Axa Mansard’s insurance service result fell by 17.21% year-on-year to N10.341 billion compared to N12.429 billion in 9M 2024.

Insurance revenue rose significantly to N120.528 billion, up 22.7% year-on-year from N87.845 billion in the prior period. However, this gain was largely eroded by higher insurance service expenses, which surged to N84.815 billion (+43.67%), even as net expense from reinsurance contracts moderated by -5.05% YoY to N25.37 billion, down from N26.72 billion in nine months of 2024.

The combined impact of these higher costs compressed the margin of insurance operations despite top-line growth.

Axa Mansard recorded a notable drop in total investment return, which declined by 73.09% to N8.985 billion from N33.366 billion in 9M 2024.

The company’s interest revenue under the effective interest method improved to N8.946 billion (+43.0%), reflecting better yields from fixed-income assets. However, a sharp fall in other investment revenue from N27.694 billion in 9M 2024 to just N373 million in 2025 heavily dragged down overall investment returns.

This mirrors the broad market volatility in the fixed-income segment during the period, which impacted returns on financial assets.

Axa Mansard Insurance Plc posted a solid 22.7% year-on-year increase in insurance revenue to N120.53 billion in the nine months ended September 30, 2025, reflecting improved underwriting performance and business expansion across its retail and corporate segments. However, the growth was overshadowed by a steep 43.67% surge in insurance service expenses to N84.82 billion, largely due to higher claims payouts and operational costs pressures.

While the company benefited from reduced reinsurance outflows — with net expenses from reinsurance contracts declining by 5.05% to N25.37 billion — the overall insurance service result fell 17.21% to N10.34 billion, indicating cost escalation might have eroded the gains from revenue growth and more efficient reinsurance management, leaving the underwriting margin under pressure in the period under review.

The most significant drag on Axa Mansard’s performance came from its investment portfolio, where returns dropped sharply by 73.07% to N8.99 billion. The underwriter’s investment performance suffered a heavy blow compared to the strong earnings seen in 2024.

Despite this, the company recorded a 37.54% growth in other income to N4.46 billion, reflecting improved non-core revenue streams such as fee income and fair value gains on non-investment assets. Nevertheless, these gains were insufficient to cushion the impact of the slump in investment returns, leading to a significant contraction in overall profitability.

The combination of higher expenses and reduced investment income pushed profit before tax (PBT) down by 82.3% to N6.10 billion, while profit after tax (PAT) plunged 80.08% to N6.01 billion. Consequently, earnings per share dropped to 63 kobo compared with N3.27 in corresponding period of 2024, representing an 80.73% year-on-year decline.

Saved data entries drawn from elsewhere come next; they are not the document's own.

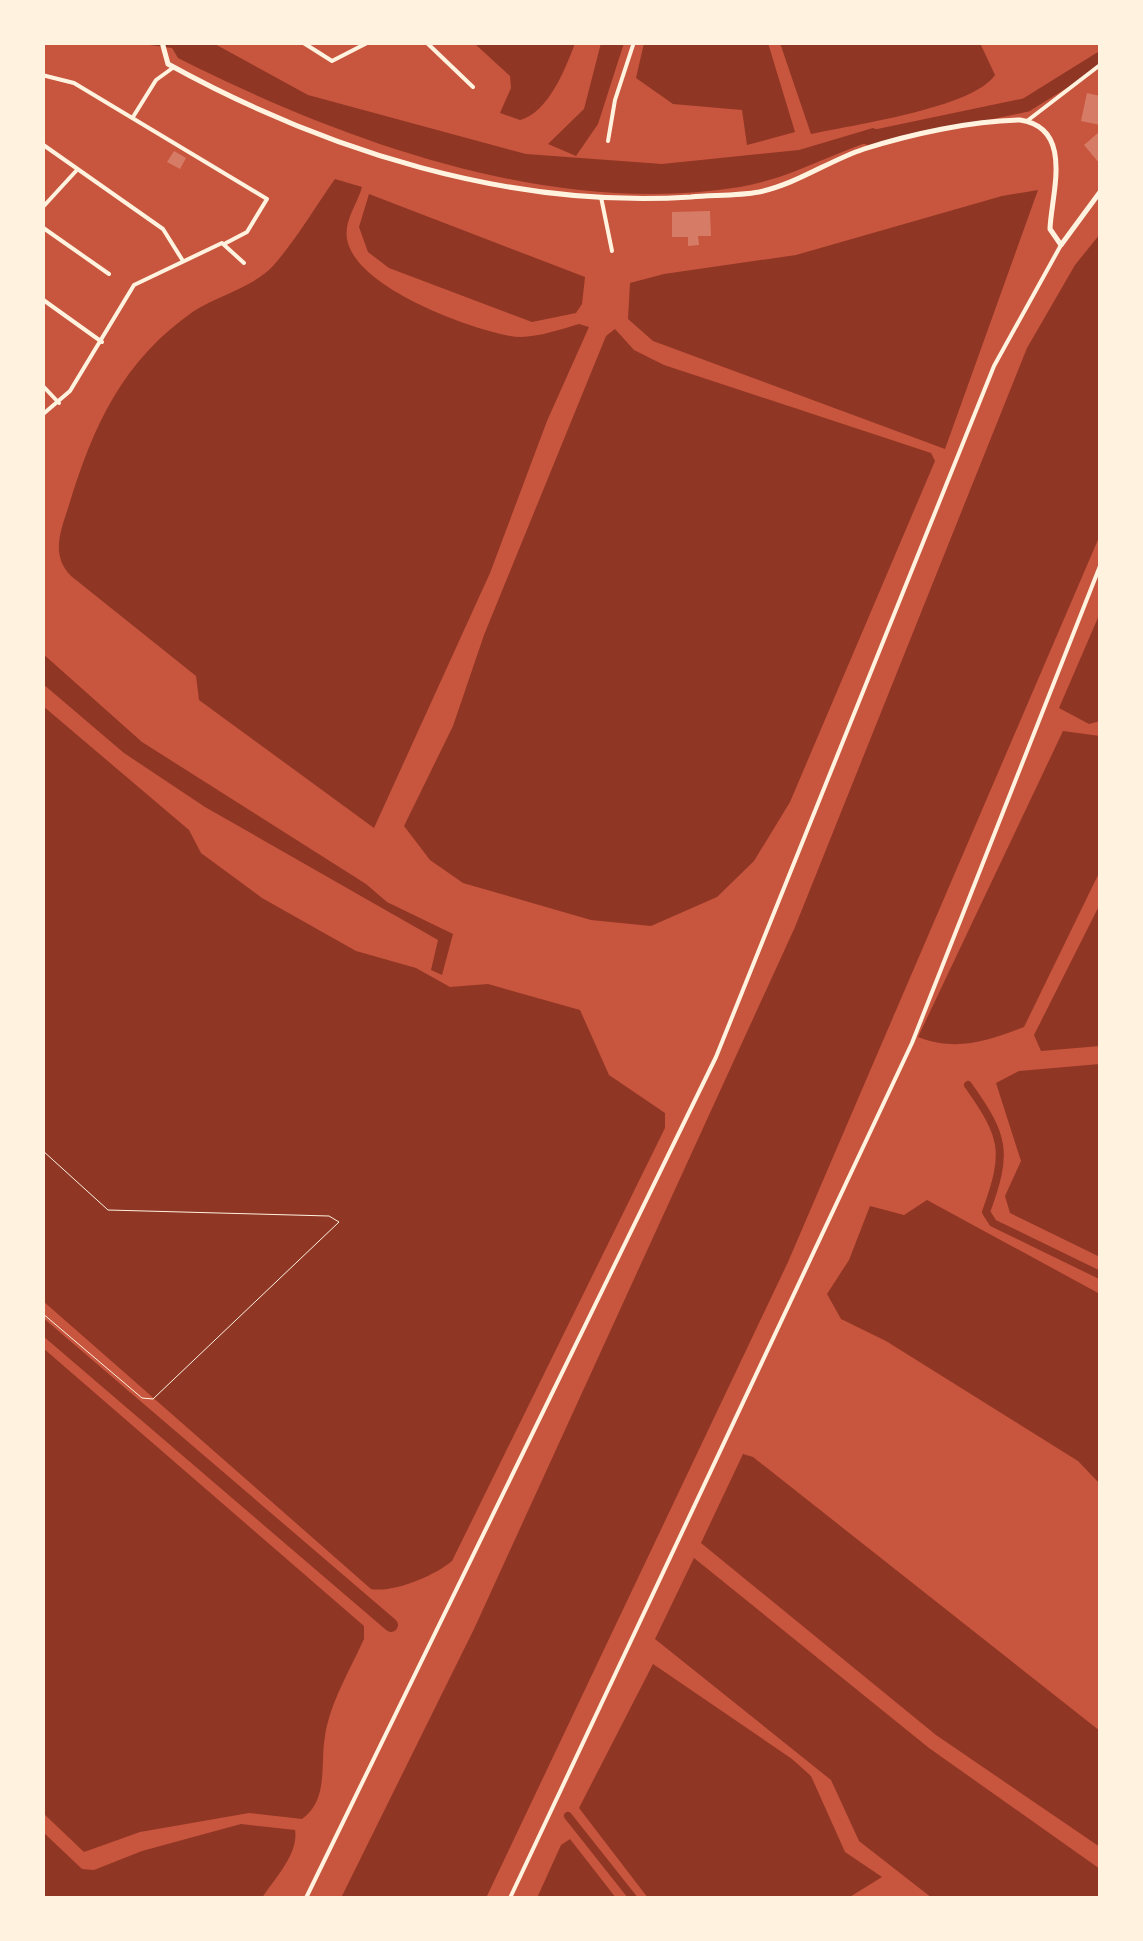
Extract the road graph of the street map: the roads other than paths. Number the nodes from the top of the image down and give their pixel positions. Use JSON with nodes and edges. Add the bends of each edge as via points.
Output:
{"nodes":[{"id":1,"x":302,"y":42,"type":"edge"},
{"id":2,"x":369,"y":42,"type":"edge"},
{"id":3,"x":426,"y":42,"type":"edge"},
{"id":4,"x":634,"y":42,"type":"edge"},
{"id":5,"x":162,"y":46,"type":"edge"},
{"id":6,"x":1100,"y":66,"type":"edge"},
{"id":7,"x":174,"y":67,"type":"junction"},
{"id":8,"x":42,"y":76,"type":"edge"},
{"id":9,"x":473,"y":87,"type":"dead end"},
{"id":10,"x":134,"y":117,"type":"junction"},
{"id":11,"x":1028,"y":121,"type":"junction"},
{"id":12,"x":608,"y":142,"type":"dead end"},
{"id":13,"x":42,"y":144,"type":"edge"},
{"id":14,"x":76,"y":170,"type":"junction"},
{"id":15,"x":1100,"y":192,"type":"edge"},
{"id":16,"x":601,"y":196,"type":"junction"},
{"id":17,"x":42,"y":208,"type":"edge"},
{"id":18,"x":42,"y":227,"type":"edge"},
{"id":19,"x":226,"y":243,"type":"junction"},
{"id":20,"x":1061,"y":245,"type":"junction"},
{"id":21,"x":612,"y":251,"type":"dead end"},
{"id":22,"x":184,"y":261,"type":"junction"},
{"id":23,"x":244,"y":263,"type":"dead end"},
{"id":24,"x":109,"y":274,"type":"dead end"},
{"id":25,"x":42,"y":299,"type":"edge"},
{"id":26,"x":102,"y":342,"type":"junction"},
{"id":27,"x":42,"y":385,"type":"edge"},
{"id":28,"x":59,"y":403,"type":"junction"},
{"id":29,"x":42,"y":414,"type":"edge"},
{"id":30,"x":1100,"y":566,"type":"edge"},
{"id":31,"x":306,"y":1898,"type":"edge"},
{"id":32,"x":510,"y":1898,"type":"edge"}],
"edges":[{"from":1,"to":2,"type":"street","via":[[332,61]]},
{"from":3,"to":9,"type":"street"},
{"from":4,"to":12,"type":"street"},
{"from":5,"to":7,"type":"main road","via":[[164,61]]},
{"from":6,"to":11,"type":"street"},
{"from":7,"to":10,"type":"street","via":[[156,80]]},
{"from":7,"to":16,"type":"main road","via":[[399,162],[463,180]]},
{"from":8,"to":10,"type":"street","via":[[74,83]]},
{"from":10,"to":19,"type":"street","via":[[268,198],[247,232]]},
{"from":11,"to":16,"type":"main road","via":[[980,124],[863,150],[757,192]]},
{"from":11,"to":20,"type":"main road","via":[[1045,135],[1056,158],[1050,229]]},
{"from":13,"to":14,"type":"street"},
{"from":14,"to":17,"type":"street"},
{"from":14,"to":22,"type":"street","via":[[163,229]]},
{"from":15,"to":20,"type":"main road"},
{"from":16,"to":21,"type":"street"},
{"from":18,"to":24,"type":"street"},
{"from":19,"to":22,"type":"street"},
{"from":19,"to":23,"type":"street"},
{"from":20,"to":31,"type":"street","via":[[994,366],[732,1021]]},
{"from":22,"to":26,"type":"street","via":[[134,285]]},
{"from":25,"to":26,"type":"street"},
{"from":26,"to":28,"type":"street"},
{"from":27,"to":28,"type":"street"},
{"from":28,"to":29,"type":"street"},
{"from":30,"to":32,"type":"street","via":[[912,1043]]}]}
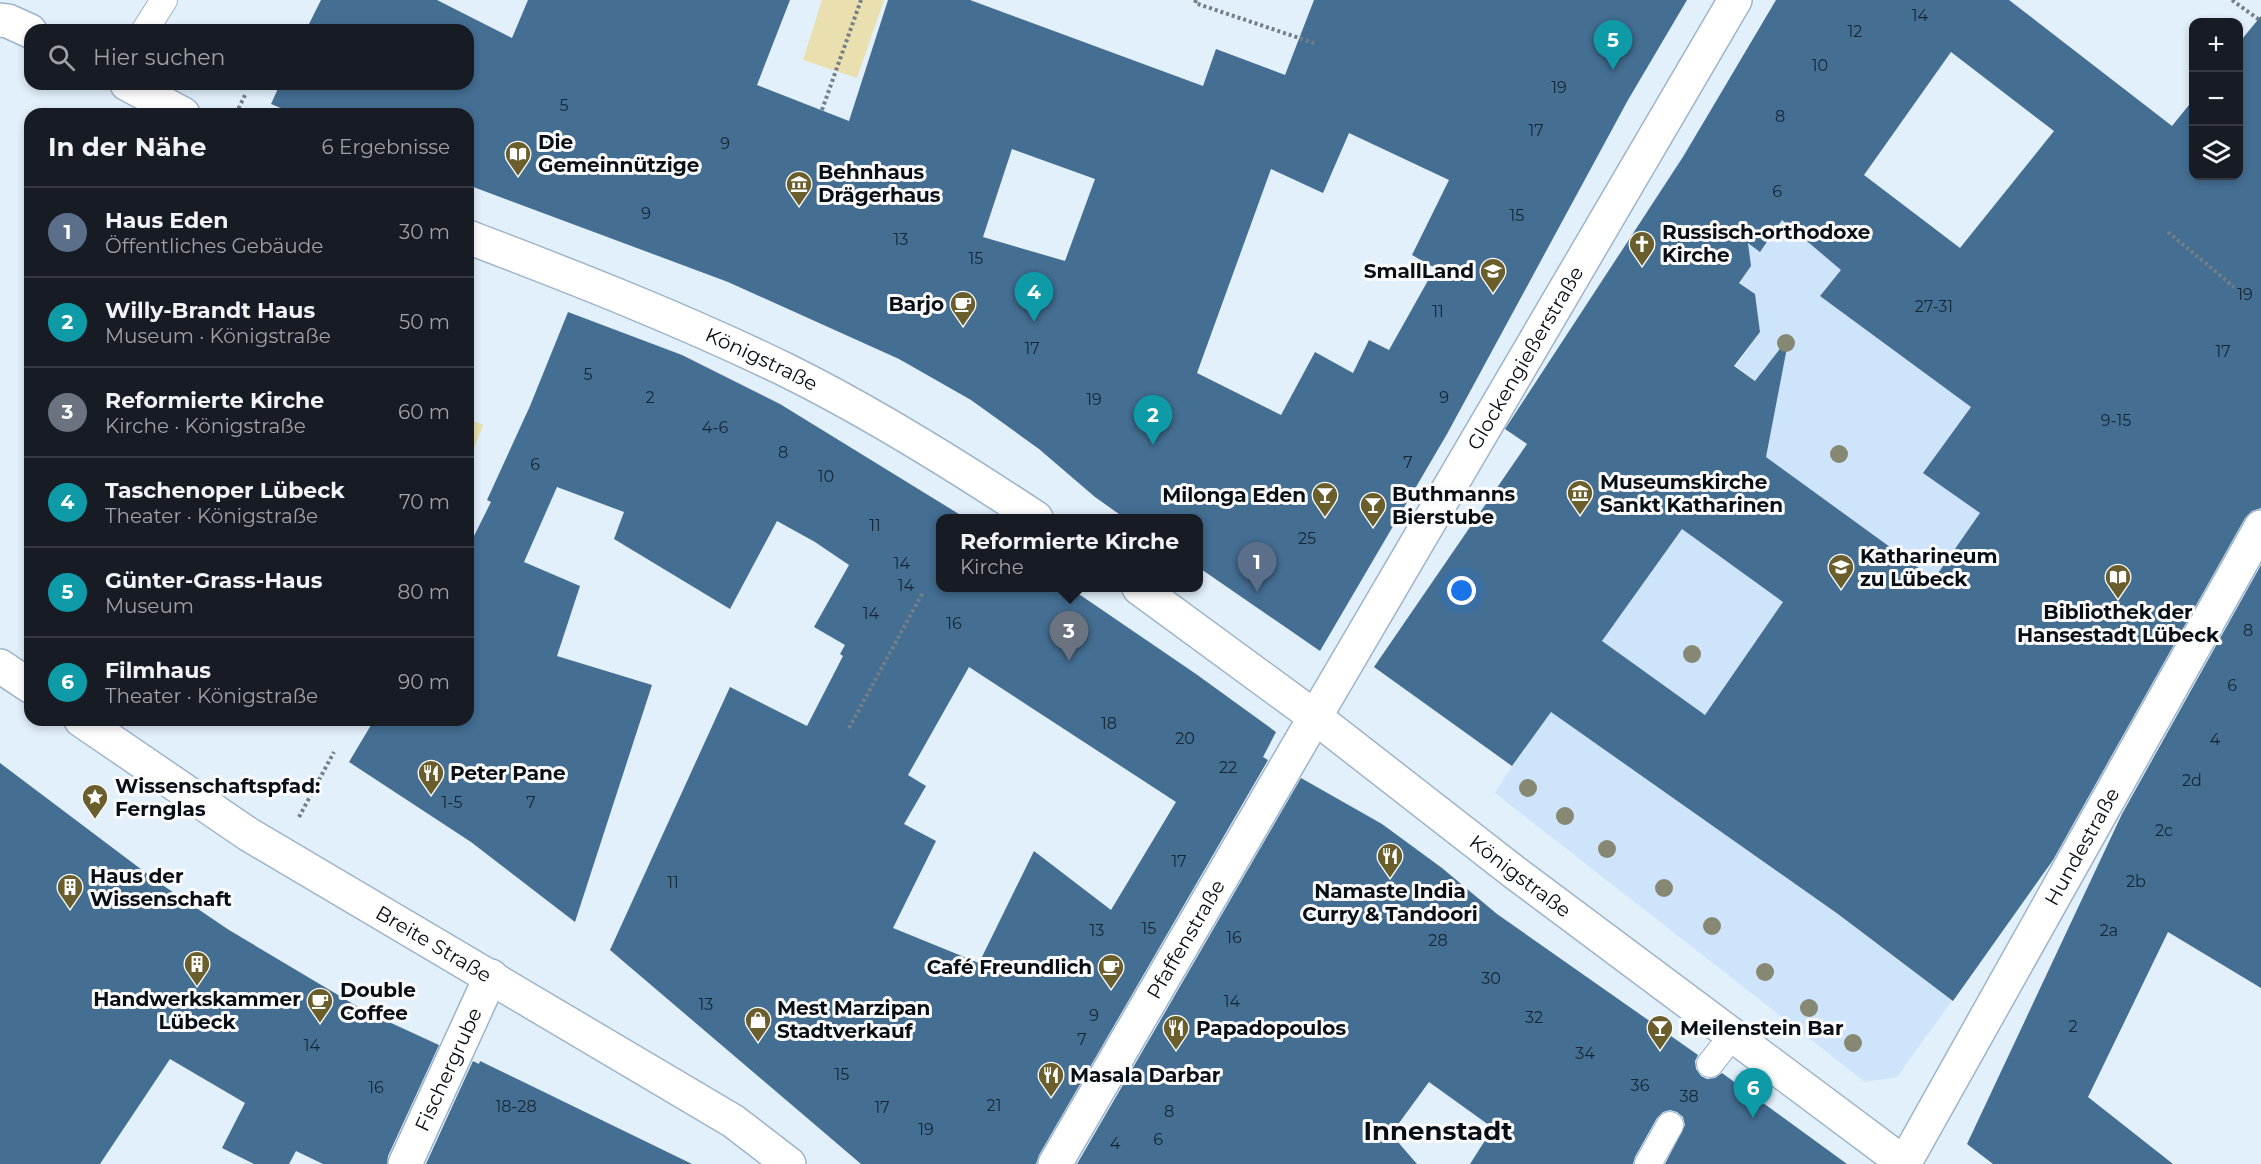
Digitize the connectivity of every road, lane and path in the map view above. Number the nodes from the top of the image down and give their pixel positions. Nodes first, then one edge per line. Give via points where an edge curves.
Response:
1 (164, 0) edge
2 (861, 0) edge
3 (1196, 0) edge
4 (1735, 0) edge
5 (2232, 0) edge
6 (0, 20) edge
7 (2261, 21) edge
8 (149, 24) edge
9 (24, 29) edge
10 (1317, 44) dead end
11 (138, 90) edge
12 (246, 93) dead end
13 (172, 108) edge
14 (239, 108) edge
15 (822, 110) dead end
16 (2168, 232) dead end
17 (474, 239) edge
18 (2234, 287) dead end
19 (1028, 514) edge
20 (2261, 527) edge
21 (923, 592) dead end
22 (1144, 592) edge
23 (0, 666) edge
24 (24, 682) edge
25 (1315, 717) junction
26 (90, 726) edge
27 (849, 728) dead end
28 (334, 752) dead end
29 (315, 787) dead end
30 (491, 976) junction
31 (1733, 1035) junction
32 (1710, 1064) dead end
33 (1670, 1125) dead end
34 (405, 1164) edge
35 (789, 1164) edge
36 (1055, 1164) edge
37 (1648, 1164) edge
38 (1905, 1164) edge

1 - 8 lane
2 - 15 path
3 - 10 path via 1195,3
4 - 25 street, Glockengießerstraße
5 - 7 path
6 - 9 street
11 - 13 street
12 - 14 path
16 - 18 path
17 - 19 street, Königstraße via 580,279 788,371 891,426
20 - 38 street, Hundestraße
21 - 27 path
22 - 25 street, Königstraße
23 - 24 street
25 - 31 street, Königstraße
25 - 36 street, Pfaffenstraße
26 - 30 street, Breite Straße via 248,834
28 - 29 path
30 - 34 street, Fischergrube
30 - 35 street, Breite Straße via 733,1121
31 - 32 lane
31 - 38 street, Königstraße
33 - 37 lane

Despite the sharp fall in profitability, the company’s balance sheet remained resilient. Total assets expanded by 13.93% to N220.58 billion from N193.608 billion in nine months.

When compared to liabilities in the nine months of 2025, total liabilities increased by 12.35% to N158.11 billion, up from N140.73 billion in the nine-month period. Notably, shareholders’ funds rose by a significant 19.55% to N56.32 billion, underscoring continued capital adequacy and balance sheet strength.

The 9M 2025 performance demonstrates resilience in revenue generation but also highlights significant profitability challenges that could impact on equity price in the short term.

Going forward, rebalancing investment exposure and tightening expense controls will be crucial in reversing the profit decline and sustaining shareholder value in the coming quarters.